- What is being asked
Your answer must be the full listing below, restated word for word, with no pictures in it.

==================================================

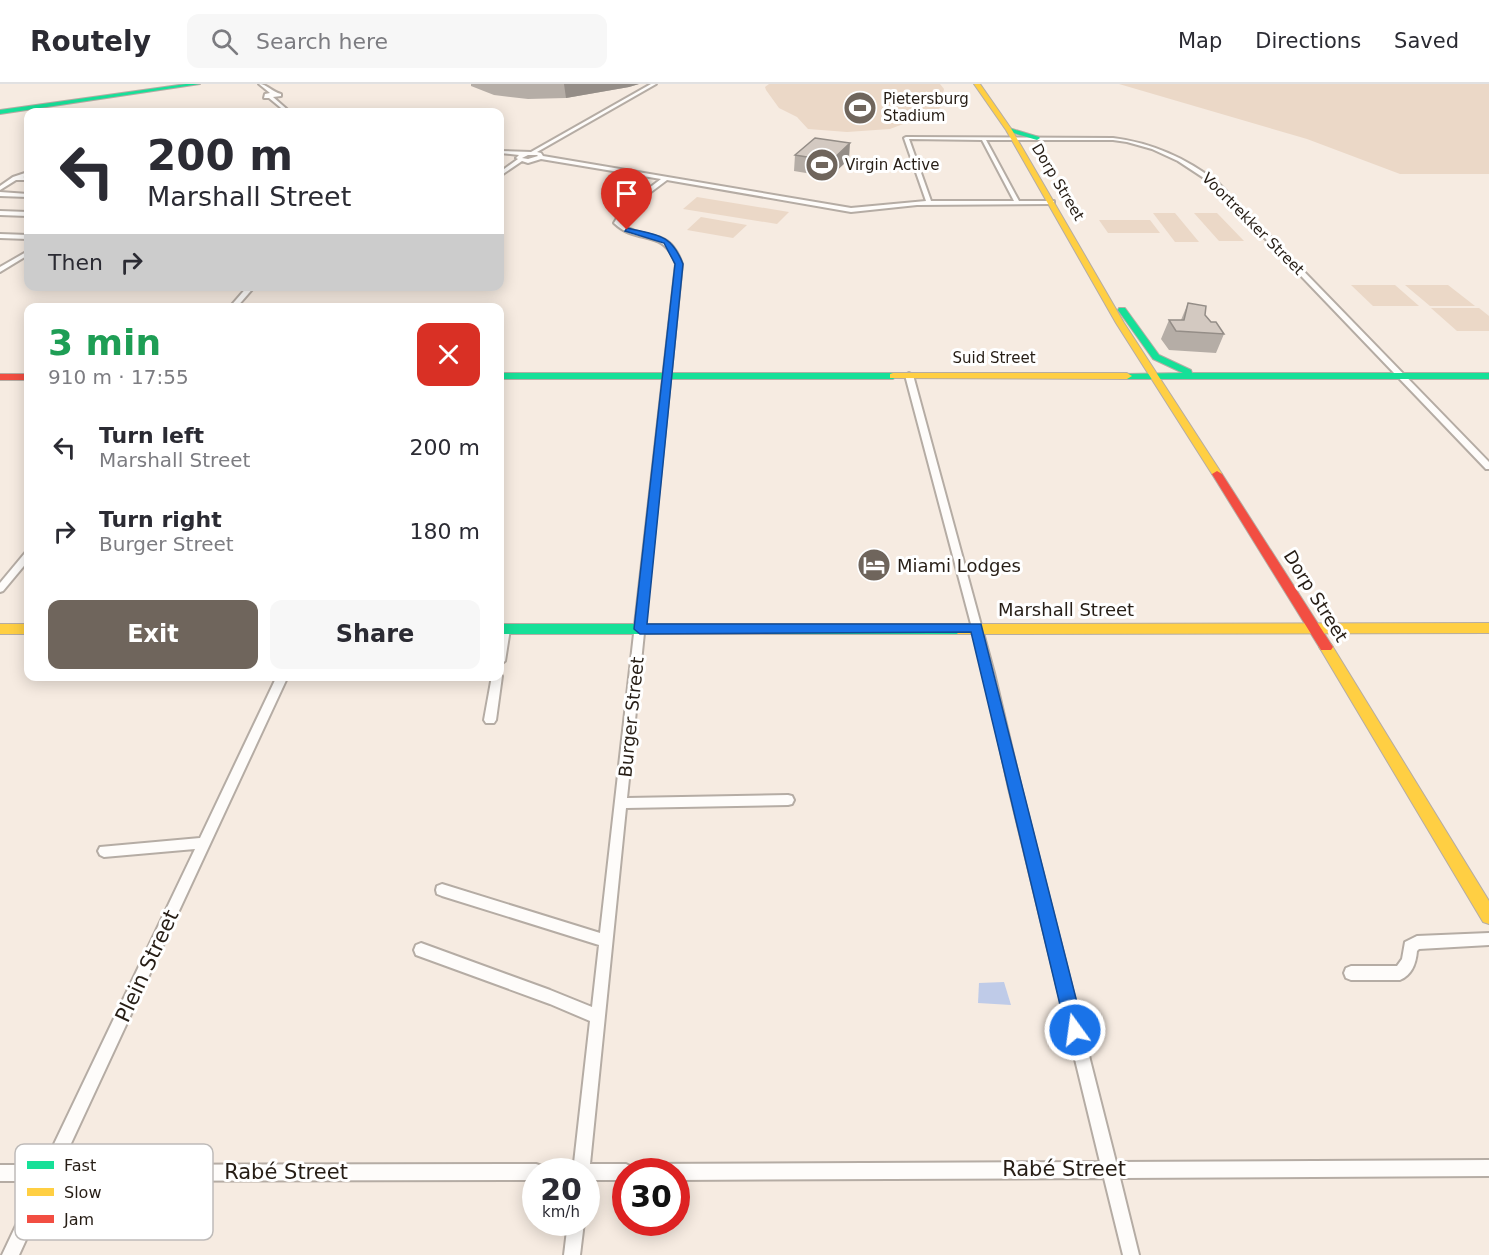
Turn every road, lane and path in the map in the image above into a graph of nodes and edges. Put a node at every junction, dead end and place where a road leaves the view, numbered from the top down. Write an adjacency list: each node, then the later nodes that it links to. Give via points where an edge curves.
1 (196, 84): 5 (street)
2 (261, 84): 6 (street)
3 (654, 84): 12 (street)
4 (977, 84): 9 (street, Dorp Street)
5 (28, 108)
6 (284, 108)
7 (24, 109): 8 (street)
8 (0, 112)
9 (1011, 134): 10 (street); 11 (street); 28 (street, Dorp Street)
10 (983, 138): 27 (street); 29 (street, via 906,138)
11 (1037, 138): 47 (street, Voortrekker Street, via 1129,141 1170,155 1206,175)
12 (549, 145): 14 (street); 15 (street)
13 (504, 153): 16 (street)
14 (532, 153): 15 (street); 16 (street)
15 (540, 155): 17 (street); 18 (street)
16 (521, 157): 17 (street); 19 (street)
17 (531, 161): 18 (street); 19 (street)
18 (565, 163): 22 (street)
19 (506, 170)
20 (24, 175): 21 (street)
21 (15, 178): 23 (street); 24 (street)
22 (665, 178): 29 (street, via 851,210); 43 (street, Burger Street, via 625,210 617,223 627,230 663,239 677,256)
23 (24, 179)
24 (0, 188)
25 (0, 194): 26 (street)
26 (24, 196)
27 (1017, 202): 28 (street); 29 (street)
28 (1052, 202): 40 (street, Dorp Street)
29 (929, 203)
30 (0, 213): 31 (street)
31 (24, 214)
32 (0, 236): 33 (street)
33 (24, 237)
34 (24, 256): 36 (street)
35 (24, 259): 36 (street)
36 (18, 260): 37 (street); 38 (street)
37 (0, 261)
38 (0, 270)
39 (247, 291): 41 (street)
40 (1108, 298): 42 (street, Dorp Street, via 1126,315 1156,357); 45 (street, Dorp Street)
41 (237, 303)
42 (1194, 374): 45 (street, Suid Street); 47 (street, Suid Street)
43 (667, 375): 44 (street, Suid Street); 46 (street, Suid Street); 60 (street, Burger Street)
44 (909, 375): 45 (street, Suid Street); 54 (street)
45 (1153, 375): 55 (street, Dorp Street)
46 (504, 376)
47 (1401, 376): 48 (street, Suid Street); 51 (street, Voortrekker Street)
48 (1489, 376)
49 (0, 377): 50 (street)
50 (24, 377)
51 (1489, 467)
52 (24, 560): 53 (street)
53 (0, 589)
54 (976, 627): 55 (street, Marshall Street); 60 (street, Marshall Street); 77 (street)
55 (1314, 627): 56 (street, Marshall Street); 69 (street, Dorp Street)
56 (1489, 628)
57 (0, 629): 58 (street)
58 (24, 629)
59 (504, 629): 60 (street, Marshall Street)
60 (640, 629): 65 (street, Burger Street)
61 (281, 681): 66 (street, Plein Street)
62 (496, 681): 63 (street)
63 (490, 720)
64 (788, 800): 65 (street)
65 (621, 803): 71 (street, Burger Street)
66 (205, 843): 67 (street); 75 (street, Plein Street)
67 (104, 851)
68 (442, 890): 71 (street)
69 (1489, 916)
70 (1489, 939): 73 (street, via 1417,943 1410,946 1409,962 1400,973)
71 (606, 941): 74 (street, Burger Street)
72 (421, 950): 74 (street)
73 (1350, 974)
74 (598, 1017): 76 (street, Burger Street)
75 (63, 1144)
76 (583, 1158)
77 (1109, 1168): 78 (street, Rabé Street); 80 (street, Rabé Street); 86 (street)
78 (1489, 1168)
79 (522, 1172): 81 (street, Rabé Street)
80 (690, 1172)
81 (213, 1173)
82 (574, 1236): 85 (street)
83 (17, 1240): 84 (street, Plein Street)
84 (10, 1255)
85 (572, 1255)
86 (1131, 1255)

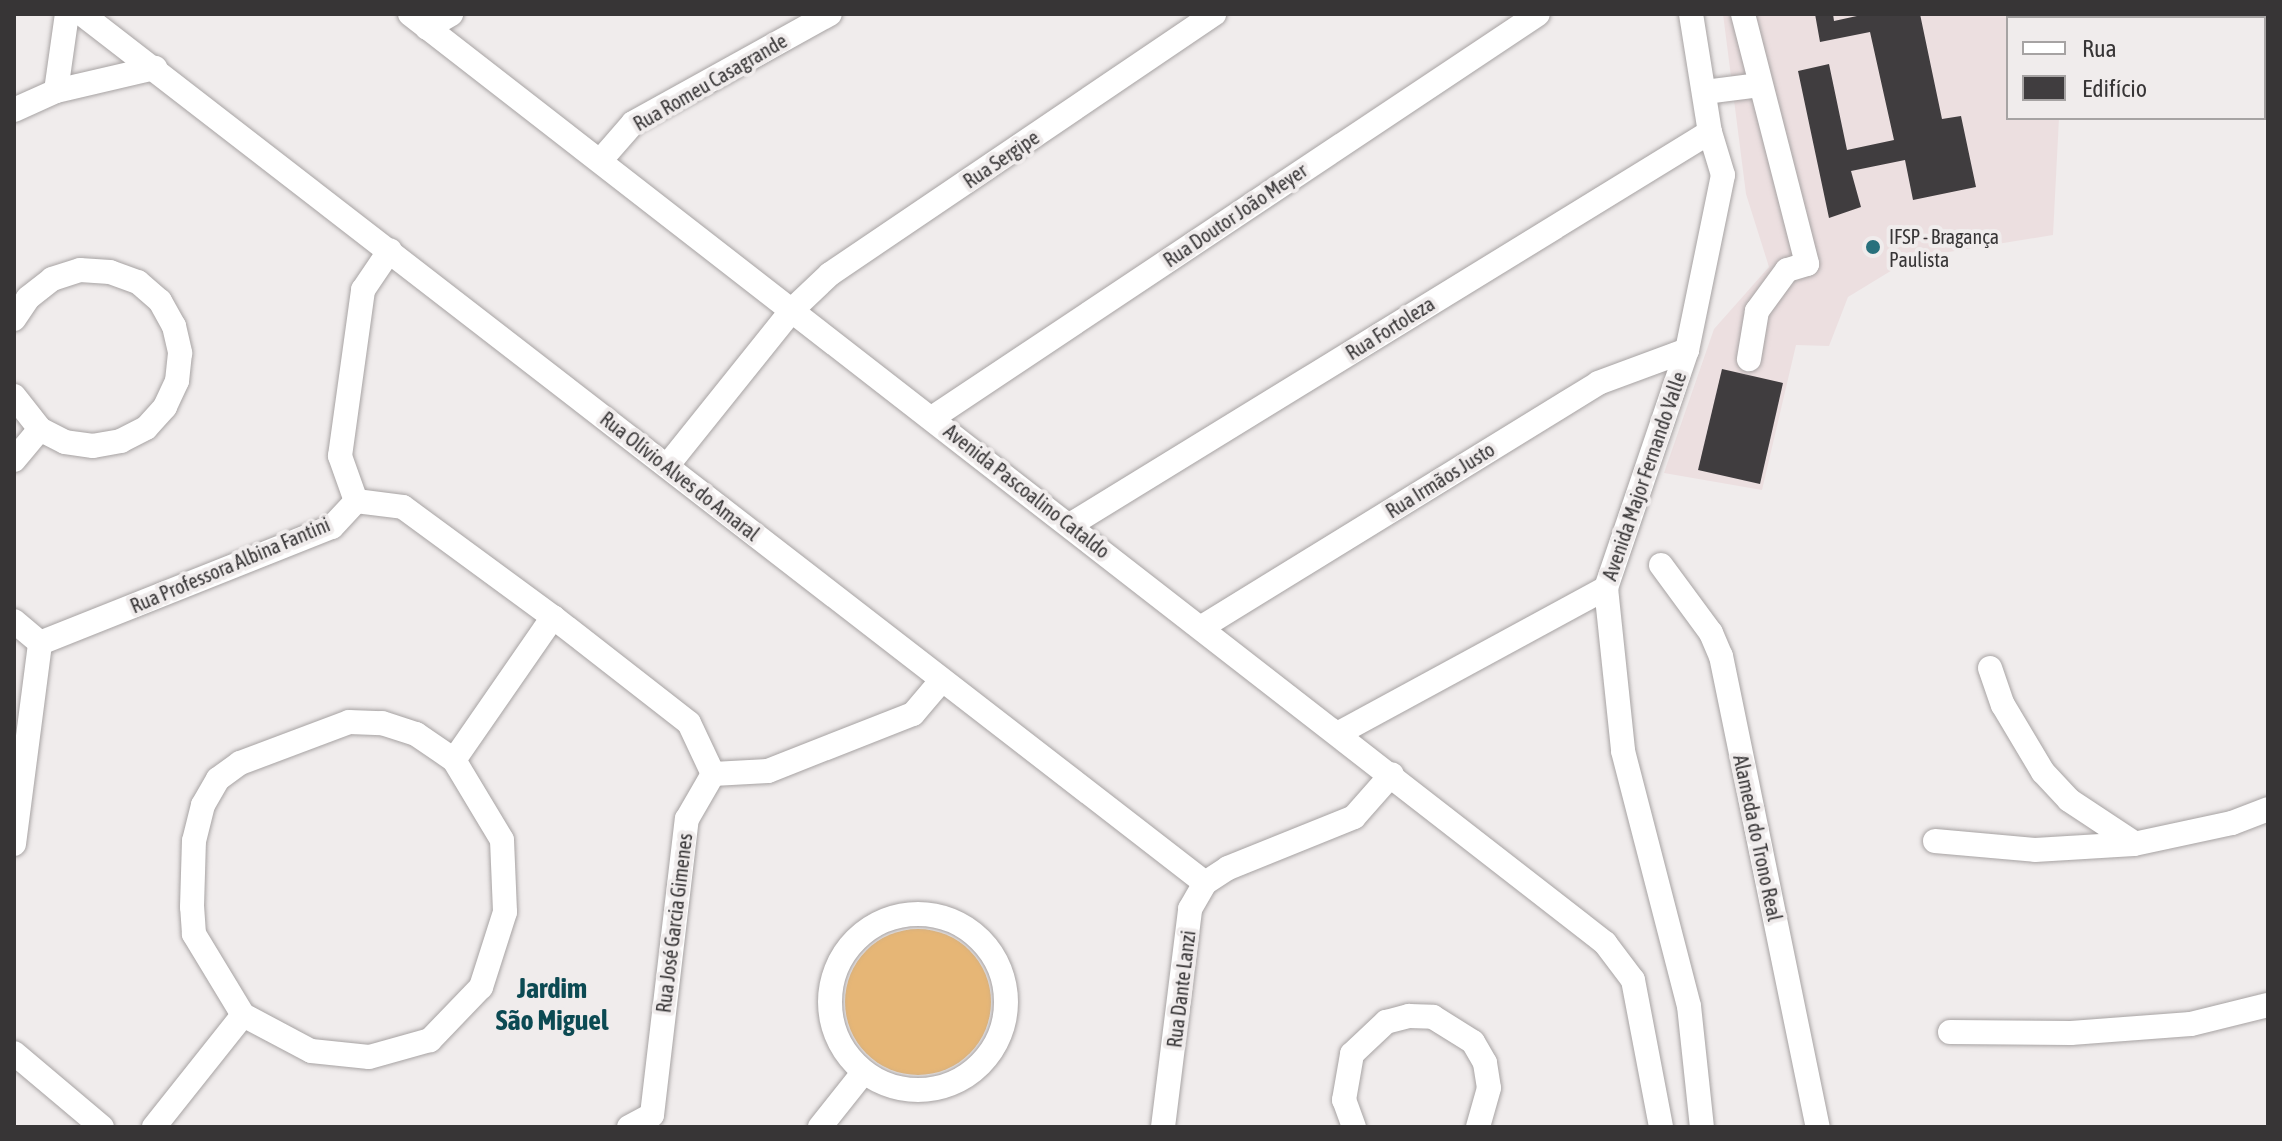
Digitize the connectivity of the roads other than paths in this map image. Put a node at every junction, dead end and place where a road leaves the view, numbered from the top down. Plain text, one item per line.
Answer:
1 (67, 14) edge
2 (82, 14) edge
3 (451, 14) edge
4 (830, 14) edge
5 (1214, 14) edge
6 (1538, 14) edge
7 (1691, 14) edge
8 (1743, 14) edge
9 (418, 21) edge
10 (155, 68) junction
11 (1760, 85) junction
12 (56, 91) junction
13 (1705, 92) junction
14 (14, 110) edge
15 (1710, 132) junction
16 (600, 161) junction
17 (390, 250) junction
18 (792, 310) junction
19 (14, 319) edge
20 (1687, 350) junction
21 (1749, 359) dead end
22 (14, 396) edge
23 (932, 418) junction
24 (40, 429) junction
25 (14, 460) edge
26 (667, 466) junction
27 (356, 501) junction
28 (1070, 525) junction
29 (1661, 565) dead end
30 (1606, 588) junction
31 (553, 617) junction
32 (14, 621) edge
33 (1202, 627) junction
34 (40, 643) junction
35 (1990, 668) dead end
36 (941, 681) junction
37 (1339, 733) junction
38 (454, 760) junction
39 (713, 774) junction
40 (1392, 774) junction
41 (2268, 809) edge
42 (1935, 841) dead end
43 (14, 844) edge
44 (2134, 844) junction
45 (1205, 883) junction
46 (2268, 1005) edge
47 (243, 1015) junction
48 (1950, 1032) dead end
49 (14, 1053) edge
50 (863, 1073) junction
51 (660, 1121) edge
52 (102, 1127) edge
53 (154, 1127) edge
54 (629, 1127) edge
55 (820, 1127) edge
56 (1163, 1127) edge
57 (1354, 1127) edge
58 (1478, 1127) edge
59 (1661, 1127) edge
60 (1702, 1127) edge
61 (1818, 1127) edge

1 - 12 street
2 - 10 street, Rua Olívio Alves do Amaral
3 - 9 street
4 - 16 street, Rua Romeu Casagrande
5 - 18 street, Rua Sergipe
6 - 23 street, Rua Doutor João Meyer
7 - 13 street, Avenida Major Fernando Valle
8 - 11 street
9 - 16 street, Avenida Pascoalino Cataldo
10 - 12 street
10 - 17 street, Rua Olívio Alves do Amaral
11 - 13 street
11 - 21 street
12 - 14 street
13 - 15 street, Avenida Major Fernando Valle
15 - 20 street, Avenida Major Fernando Valle
15 - 28 street, Rua Fortoleza
16 - 18 street, Avenida Pascoalino Cataldo
17 - 26 street, Rua Olívio Alves do Amaral
17 - 27 street
18 - 23 street, Avenida Pascoalino Cataldo
18 - 26 street, Rua Sergipe
19 - 24 street
20 - 30 street, Avenida Major Fernando Valle
20 - 33 street, Rua Irmãos Justo
22 - 24 street
23 - 28 street, Avenida Pascoalino Cataldo
24 - 25 street
26 - 36 street, Rua Olívio Alves do Amaral
27 - 31 street
27 - 34 street, Rua Professora Albina Fantini
28 - 33 street, Avenida Pascoalino Cataldo
29 - 61 street, Alameda do Trono Real
30 - 37 street
30 - 60 street, Avenida Major Fernando Valle
31 - 38 street
31 - 39 street
32 - 34 street
33 - 37 street, Avenida Pascoalino Cataldo
34 - 43 street
35 - 44 street
36 - 39 street
36 - 45 street, Rua Olívio Alves do Amaral
37 - 40 street, Avenida Pascoalino Cataldo
38 - 47 street
38 - 47 street
39 - 51 street, Rua José Garcia Gimenes
40 - 45 street
40 - 59 street, Avenida Pascoalino Cataldo
41 - 44 street
42 - 44 street
45 - 56 street, Rua Dante Lanzi
46 - 48 street
47 - 53 street
49 - 52 street
50 - 50 street
50 - 55 street
51 - 54 street, Rua José Garcia Gimenes
57 - 58 street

==================================================

- Reply to the task
Turn every road, lane and path in the map in the image above into a graph of nodes and edges. Put a node at every junction, dead end and place where a road leaves the view, numbered from the top down. Write an adjacency list: each node, then the later nodes that it links to. Give via points where an edge curves.
1 (196, 84): 5 (street)
2 (261, 84): 6 (street)
3 (654, 84): 12 (street)
4 (977, 84): 9 (street, Dorp Street)
5 (28, 108)
6 (284, 108)
7 (24, 109): 8 (street)
8 (0, 112)
9 (1011, 134): 10 (street); 11 (street); 28 (street, Dorp Street)
10 (983, 138): 27 (street); 29 (street, via 906,138)
11 (1037, 138): 47 (street, Voortrekker Street, via 1129,141 1170,155 1206,175)
12 (549, 145): 14 (street); 15 (street)
13 (504, 153): 16 (street)
14 (532, 153): 15 (street); 16 (street)
15 (540, 155): 17 (street); 18 (street)
16 (521, 157): 17 (street); 19 (street)
17 (531, 161): 18 (street); 19 (street)
18 (565, 163): 22 (street)
19 (506, 170)
20 (24, 175): 21 (street)
21 (15, 178): 23 (street); 24 (street)
22 (665, 178): 29 (street, via 851,210); 43 (street, Burger Street, via 625,210 617,223 627,230 663,239 677,256)
23 (24, 179)
24 (0, 188)
25 (0, 194): 26 (street)
26 (24, 196)
27 (1017, 202): 28 (street); 29 (street)
28 (1052, 202): 40 (street, Dorp Street)
29 (929, 203)
30 (0, 213): 31 (street)
31 (24, 214)
32 (0, 236): 33 (street)
33 (24, 237)
34 (24, 256): 36 (street)
35 (24, 259): 36 (street)
36 (18, 260): 37 (street); 38 (street)
37 (0, 261)
38 (0, 270)
39 (247, 291): 41 (street)
40 (1108, 298): 42 (street, Dorp Street, via 1126,315 1156,357); 45 (street, Dorp Street)
41 (237, 303)
42 (1194, 374): 45 (street, Suid Street); 47 (street, Suid Street)
43 (667, 375): 44 (street, Suid Street); 46 (street, Suid Street); 60 (street, Burger Street)
44 (909, 375): 45 (street, Suid Street); 54 (street)
45 (1153, 375): 55 (street, Dorp Street)
46 (504, 376)
47 (1401, 376): 48 (street, Suid Street); 51 (street, Voortrekker Street)
48 (1489, 376)
49 (0, 377): 50 (street)
50 (24, 377)
51 (1489, 467)
52 (24, 560): 53 (street)
53 (0, 589)
54 (976, 627): 55 (street, Marshall Street); 60 (street, Marshall Street); 77 (street)
55 (1314, 627): 56 (street, Marshall Street); 69 (street, Dorp Street)
56 (1489, 628)
57 (0, 629): 58 (street)
58 (24, 629)
59 (504, 629): 60 (street, Marshall Street)
60 (640, 629): 65 (street, Burger Street)
61 (281, 681): 66 (street, Plein Street)
62 (496, 681): 63 (street)
63 (490, 720)
64 (788, 800): 65 (street)
65 (621, 803): 71 (street, Burger Street)
66 (205, 843): 67 (street); 75 (street, Plein Street)
67 (104, 851)
68 (442, 890): 71 (street)
69 (1489, 916)
70 (1489, 939): 73 (street, via 1417,943 1410,946 1409,962 1400,973)
71 (606, 941): 74 (street, Burger Street)
72 (421, 950): 74 (street)
73 (1350, 974)
74 (598, 1017): 76 (street, Burger Street)
75 (63, 1144)
76 (583, 1158)
77 (1109, 1168): 78 (street, Rabé Street); 80 (street, Rabé Street); 86 (street)
78 (1489, 1168)
79 (522, 1172): 81 (street, Rabé Street)
80 (690, 1172)
81 (213, 1173)
82 (574, 1236): 85 (street)
83 (17, 1240): 84 (street, Plein Street)
84 (10, 1255)
85 (572, 1255)
86 (1131, 1255)

Digitize the connectivity of the roads other than paths in this map image. Put a node at every junction, dead end and place where a road leaves the view, numbered from the top down. Plain text, one item per line.
Answer:
1 (67, 14) edge
2 (82, 14) edge
3 (451, 14) edge
4 (830, 14) edge
5 (1214, 14) edge
6 (1538, 14) edge
7 (1691, 14) edge
8 (1743, 14) edge
9 (418, 21) edge
10 (155, 68) junction
11 (1760, 85) junction
12 (56, 91) junction
13 (1705, 92) junction
14 (14, 110) edge
15 (1710, 132) junction
16 (600, 161) junction
17 (390, 250) junction
18 (792, 310) junction
19 (14, 319) edge
20 (1687, 350) junction
21 (1749, 359) dead end
22 (14, 396) edge
23 (932, 418) junction
24 (40, 429) junction
25 (14, 460) edge
26 (667, 466) junction
27 (356, 501) junction
28 (1070, 525) junction
29 (1661, 565) dead end
30 (1606, 588) junction
31 (553, 617) junction
32 (14, 621) edge
33 (1202, 627) junction
34 (40, 643) junction
35 (1990, 668) dead end
36 (941, 681) junction
37 (1339, 733) junction
38 (454, 760) junction
39 (713, 774) junction
40 (1392, 774) junction
41 (2268, 809) edge
42 (1935, 841) dead end
43 (14, 844) edge
44 (2134, 844) junction
45 (1205, 883) junction
46 (2268, 1005) edge
47 (243, 1015) junction
48 (1950, 1032) dead end
49 (14, 1053) edge
50 (863, 1073) junction
51 (660, 1121) edge
52 (102, 1127) edge
53 (154, 1127) edge
54 (629, 1127) edge
55 (820, 1127) edge
56 (1163, 1127) edge
57 (1354, 1127) edge
58 (1478, 1127) edge
59 (1661, 1127) edge
60 (1702, 1127) edge
61 (1818, 1127) edge

1 - 12 street
2 - 10 street, Rua Olívio Alves do Amaral
3 - 9 street
4 - 16 street, Rua Romeu Casagrande
5 - 18 street, Rua Sergipe
6 - 23 street, Rua Doutor João Meyer
7 - 13 street, Avenida Major Fernando Valle
8 - 11 street
9 - 16 street, Avenida Pascoalino Cataldo
10 - 12 street
10 - 17 street, Rua Olívio Alves do Amaral
11 - 13 street
11 - 21 street
12 - 14 street
13 - 15 street, Avenida Major Fernando Valle
15 - 20 street, Avenida Major Fernando Valle
15 - 28 street, Rua Fortoleza
16 - 18 street, Avenida Pascoalino Cataldo
17 - 26 street, Rua Olívio Alves do Amaral
17 - 27 street
18 - 23 street, Avenida Pascoalino Cataldo
18 - 26 street, Rua Sergipe
19 - 24 street
20 - 30 street, Avenida Major Fernando Valle
20 - 33 street, Rua Irmãos Justo
22 - 24 street
23 - 28 street, Avenida Pascoalino Cataldo
24 - 25 street
26 - 36 street, Rua Olívio Alves do Amaral
27 - 31 street
27 - 34 street, Rua Professora Albina Fantini
28 - 33 street, Avenida Pascoalino Cataldo
29 - 61 street, Alameda do Trono Real
30 - 37 street
30 - 60 street, Avenida Major Fernando Valle
31 - 38 street
31 - 39 street
32 - 34 street
33 - 37 street, Avenida Pascoalino Cataldo
34 - 43 street
35 - 44 street
36 - 39 street
36 - 45 street, Rua Olívio Alves do Amaral
37 - 40 street, Avenida Pascoalino Cataldo
38 - 47 street
38 - 47 street
39 - 51 street, Rua José Garcia Gimenes
40 - 45 street
40 - 59 street, Avenida Pascoalino Cataldo
41 - 44 street
42 - 44 street
45 - 56 street, Rua Dante Lanzi
46 - 48 street
47 - 53 street
49 - 52 street
50 - 50 street
50 - 55 street
51 - 54 street, Rua José Garcia Gimenes
57 - 58 street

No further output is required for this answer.